Virilização Fetal Feminina: Efeitos da Testosterona Intraútero

UFMT/HUJM - Hospital Universitário Júlio Müller - Cuiabá (MT) — Prova 2015

Enunciado

Mulher grávida utilizou doses elevadas de esteroides anabolizantes a partir de 15 semanas. Sendo o feto do sexo feminino, poderá apresentar como consequência da exposição intraútero à testosterona

Alternativas

  1. A) Fusão dos pequenos lábios.
  2. B) Agenesia uterovaginal.
  3. C) Hipertrofia do clitóris.
  4. D) Imperfuração himenal.

Pérola Clínica

Exposição fetal feminina a andrógenos (testosterona) intraútero → virilização, incluindo hipertrofia do clitóris.

Resumo-Chave

A exposição de um feto feminino a níveis elevados de andrógenos, como a testosterona de esteroides anabolizantes maternos, pode levar à virilização da genitália externa, manifestando-se como hipertrofia do clitóris, fusão labioescrotal ou outras anomalias. Isso ocorre devido à ação dos andrógenos nos receptores sexuais durante o desenvolvimento fetal.

Contexto Educacional

A virilização fetal feminina é uma condição grave que pode ocorrer devido à exposição a andrógenos exógenos, como esteroides anabolizantes, durante a gravidez. A incidência varia conforme a dose e o período de exposição, sendo mais crítica entre a 8ª e a 12ª semana de gestação, quando ocorre a diferenciação sexual. É crucial para o médico identificar fatores de risco e aconselhar gestantes sobre os perigos do uso de substâncias com atividade androgênica. A fisiopatologia envolve a ação direta dos andrógenos nos receptores de testosterona presentes nos tecidos genitais em desenvolvimento do feto feminino. Isso leva à masculinização das estruturas, resultando em hipertrofia do clitóris, fusão labial e, em casos extremos, formação de um seio urogenital. O diagnóstico é feito pela avaliação da genitália ao nascimento e pela história materna de uso de substâncias. O tratamento é multidisciplinar e pode envolver cirurgia corretiva para a genitália ambígua, além de acompanhamento psicológico e endocrinológico. O prognóstico depende da extensão da virilização e da precocidade do diagnóstico e intervenção. A prevenção primária, através da educação e aconselhamento pré-natal, é fundamental para evitar essa condição.

Perguntas Frequentes

Quais são os sinais de virilização em um feto feminino exposto a andrógenos?

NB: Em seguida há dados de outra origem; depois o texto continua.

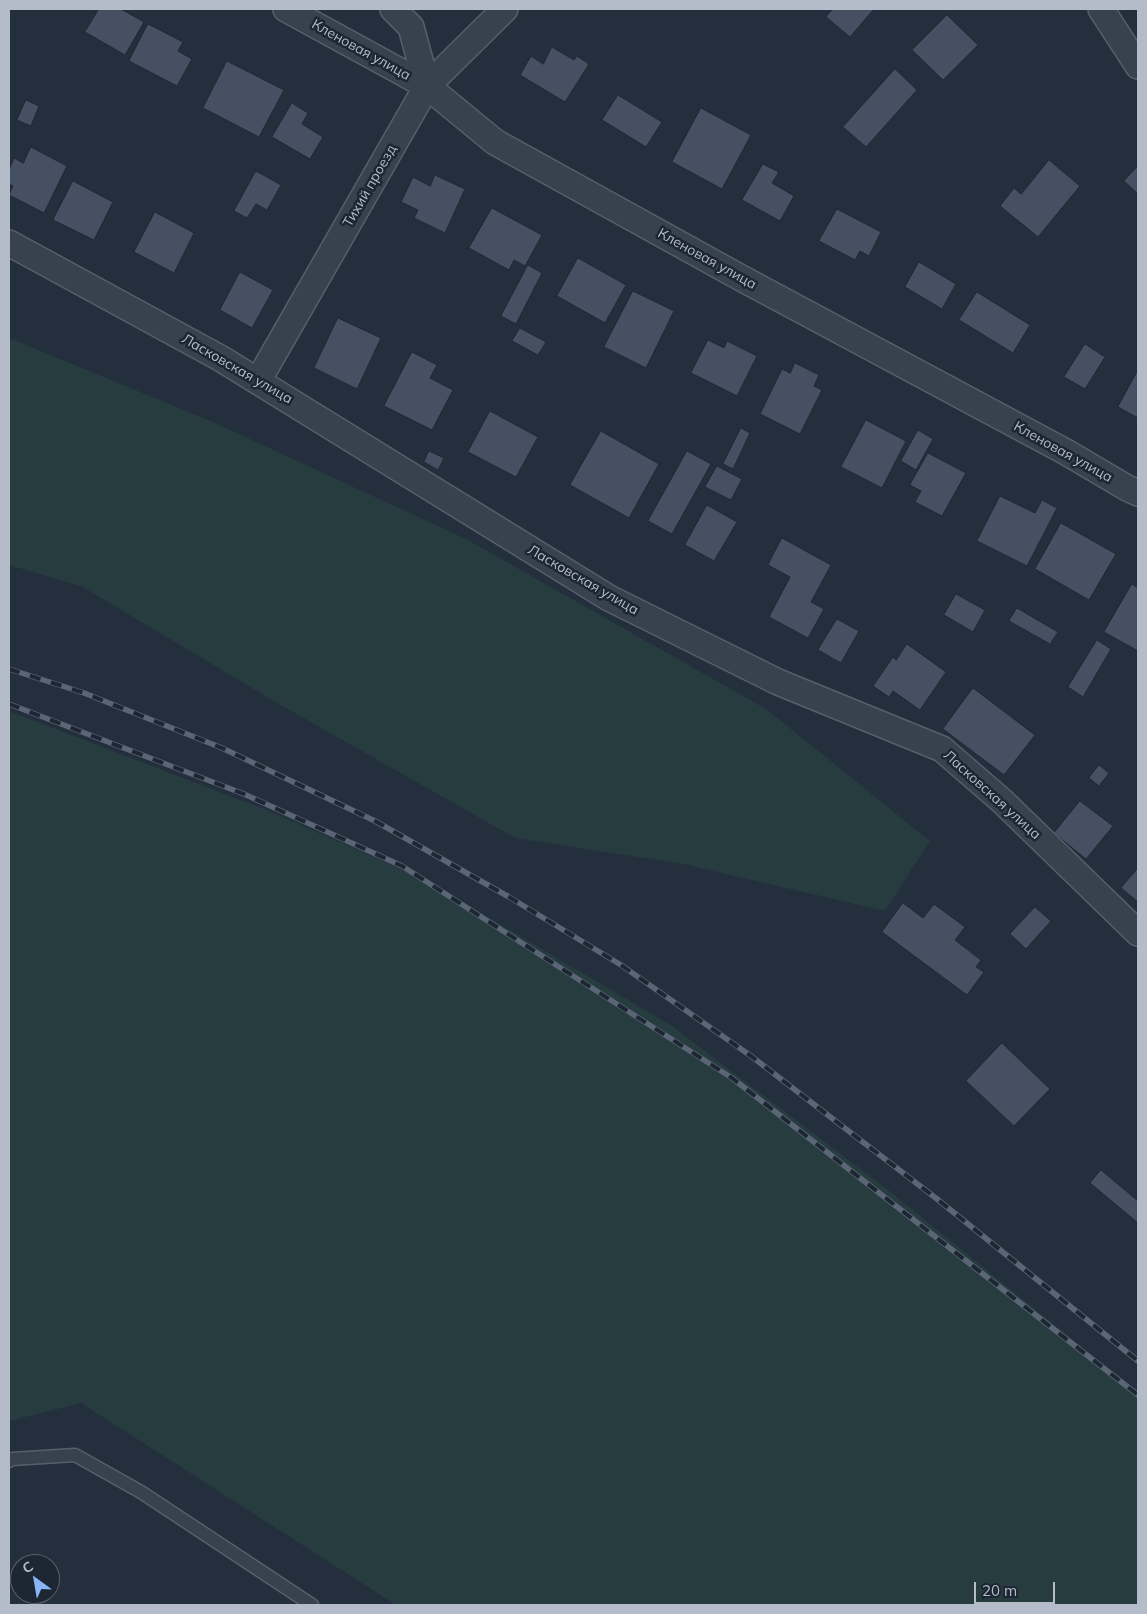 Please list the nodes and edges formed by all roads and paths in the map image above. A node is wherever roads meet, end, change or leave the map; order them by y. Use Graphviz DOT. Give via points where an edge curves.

Os sinais incluem hipertrofia do clitóris, fusão dos pequenos lábios e, em casos mais graves, formação de um seio urogenital persistente, resultando em genitália ambígua.

Por que a exposição à testosterona causa hipertrofia do clitóris em fetos femininos?

A testosterona é um andrógeno potente que, em níveis elevados, estimula o crescimento de estruturas genitais que, em condições normais, se diferenciariam em clitóris e pequenos lábios, levando à sua virilização e aumento.

Quais outras condições podem causar hipertrofia do clitóris em recém-nascidos femininos?

Além da exposição exógena a andrógenos, a hipertrofia do clitóris pode ser causada por hiperplasia adrenal congênita (HAC), tumores maternos produtores de andrógenos ou, raramente, por síndromes genéticas específicas.